>>>

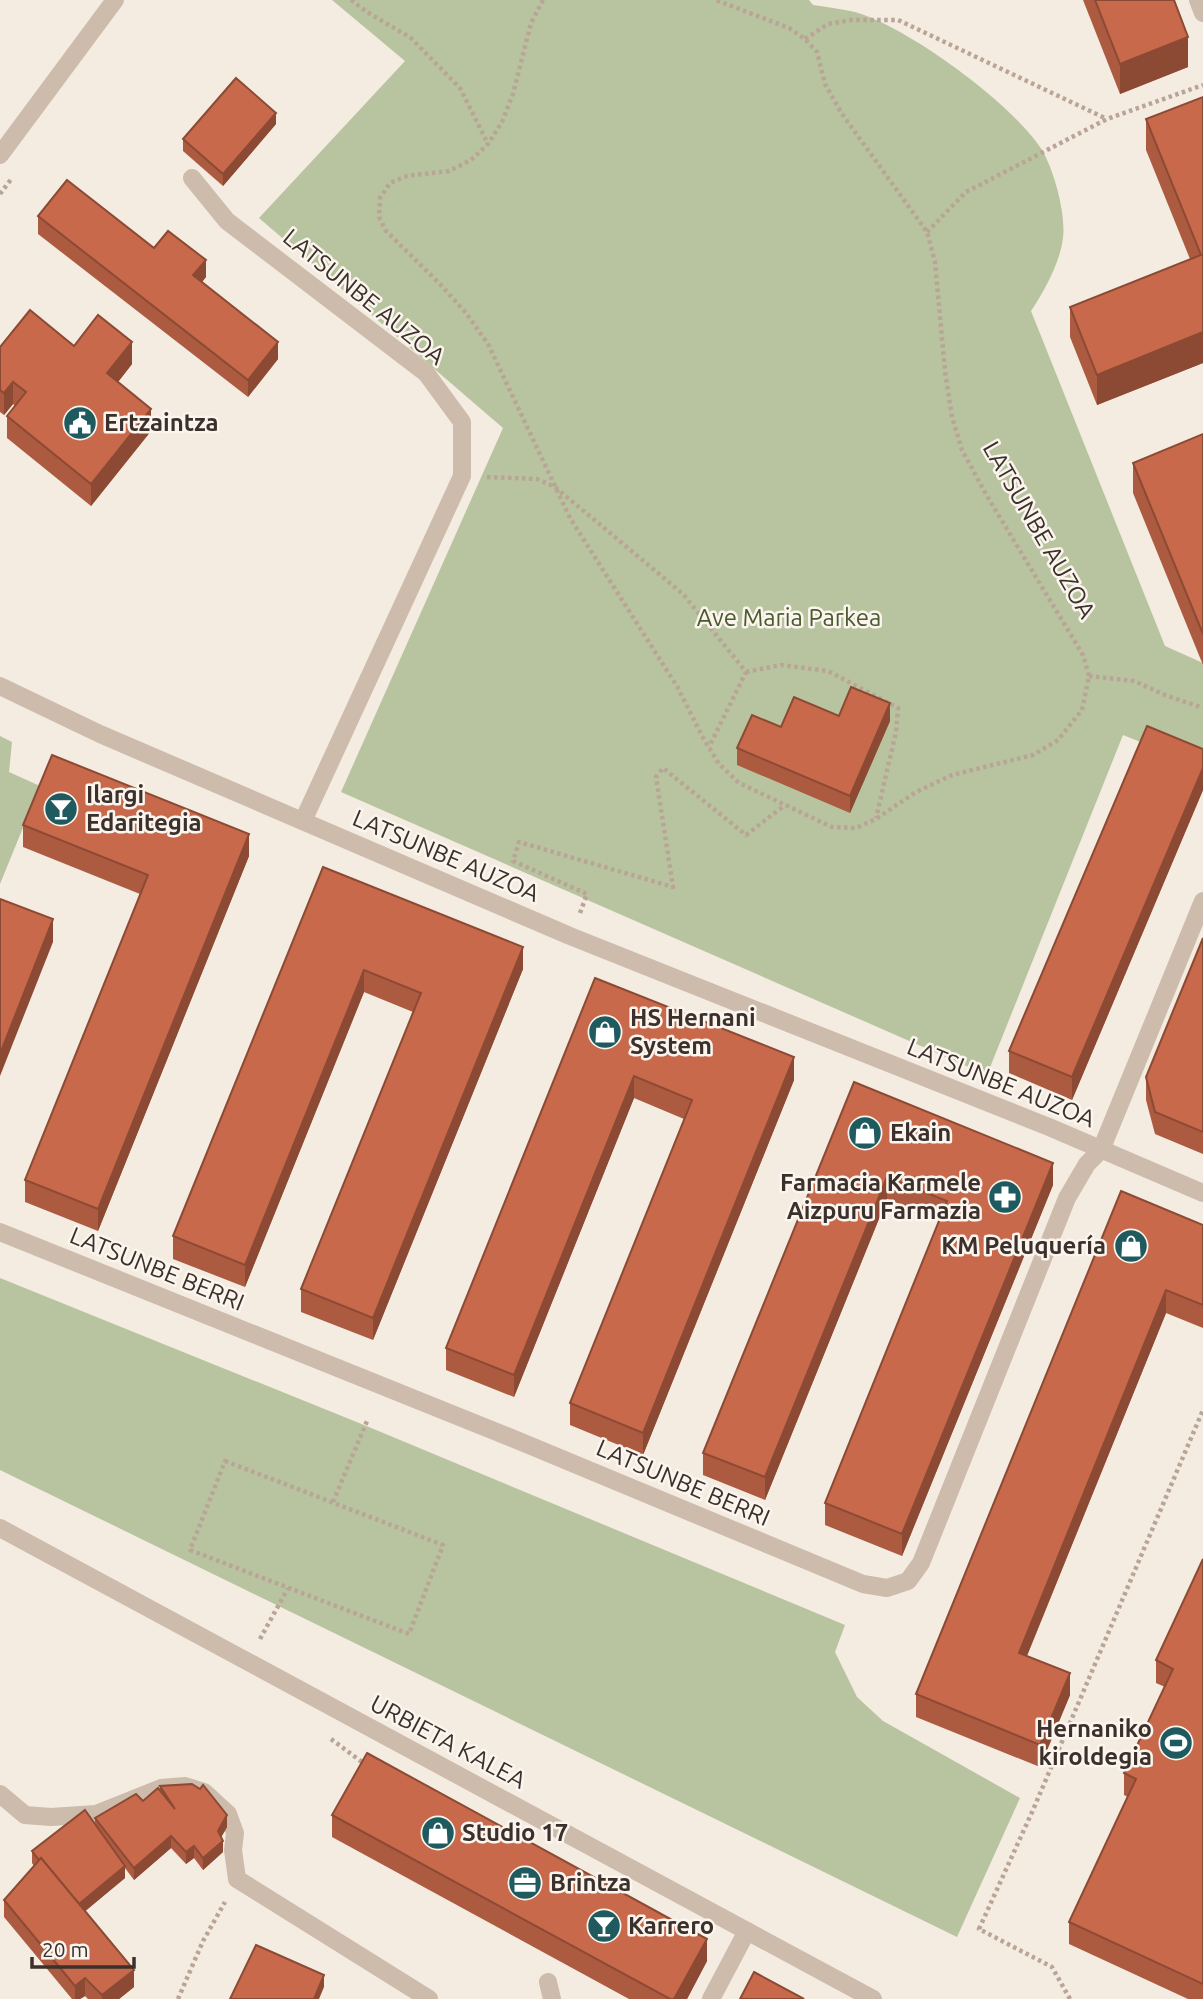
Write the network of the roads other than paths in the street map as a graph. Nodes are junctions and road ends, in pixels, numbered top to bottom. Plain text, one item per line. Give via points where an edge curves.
1 (115, 0) edge
2 (1198, 0) edge
3 (1203, 13) edge
4 (0, 155) edge
5 (192, 178) dead end
6 (0, 686) edge
7 (303, 821) junction
8 (1203, 901) edge
9 (1101, 1150) junction
10 (1203, 1192) edge
11 (0, 1232) edge
12 (0, 1528) edge
13 (0, 1794) edge
14 (747, 1931) junction
15 (429, 1999) edge
16 (711, 1999) edge
17 (873, 1999) edge

1 - 4 street
2 - 3 street
5 - 7 street, LATSUNBE AUZOA via 228,220 426,373 462,422 462,476
6 - 7 street, LATSUNBE AUZOA
7 - 9 street, LATSUNBE AUZOA via 570,936
8 - 9 street, LATSUNBE AUZOA
9 - 10 street, LATSUNBE AUZOA
9 - 11 street, LATSUNBE BERRI via 1087,1164 1068,1198 921,1563 908,1581 887,1588 863,1584
12 - 14 street, URBIETA KALEA
13 - 15 street via 25,1815 51,1817 96,1814 161,1788 185,1786 204,1792 228,1814 243,1883
14 - 16 street
14 - 17 street, URBIETA KALEA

<<<

▶ **TASK OBJECTIVE**
Output the listing exactly, pictures excluded.

▶ **ANSWER SPACE**
Write the network of the roads other than paths in the street map as a graph. Nodes are junctions and road ends, in pixels, numbered top to bottom. Plain text, one item per line. Give via points where an edge curves.
1 (115, 0) edge
2 (1198, 0) edge
3 (1203, 13) edge
4 (0, 155) edge
5 (192, 178) dead end
6 (0, 686) edge
7 (303, 821) junction
8 (1203, 901) edge
9 (1101, 1150) junction
10 (1203, 1192) edge
11 (0, 1232) edge
12 (0, 1528) edge
13 (0, 1794) edge
14 (747, 1931) junction
15 (429, 1999) edge
16 (711, 1999) edge
17 (873, 1999) edge

1 - 4 street
2 - 3 street
5 - 7 street, LATSUNBE AUZOA via 228,220 426,373 462,422 462,476
6 - 7 street, LATSUNBE AUZOA
7 - 9 street, LATSUNBE AUZOA via 570,936
8 - 9 street, LATSUNBE AUZOA
9 - 10 street, LATSUNBE AUZOA
9 - 11 street, LATSUNBE BERRI via 1087,1164 1068,1198 921,1563 908,1581 887,1588 863,1584
12 - 14 street, URBIETA KALEA
13 - 15 street via 25,1815 51,1817 96,1814 161,1788 185,1786 204,1792 228,1814 243,1883
14 - 16 street
14 - 17 street, URBIETA KALEA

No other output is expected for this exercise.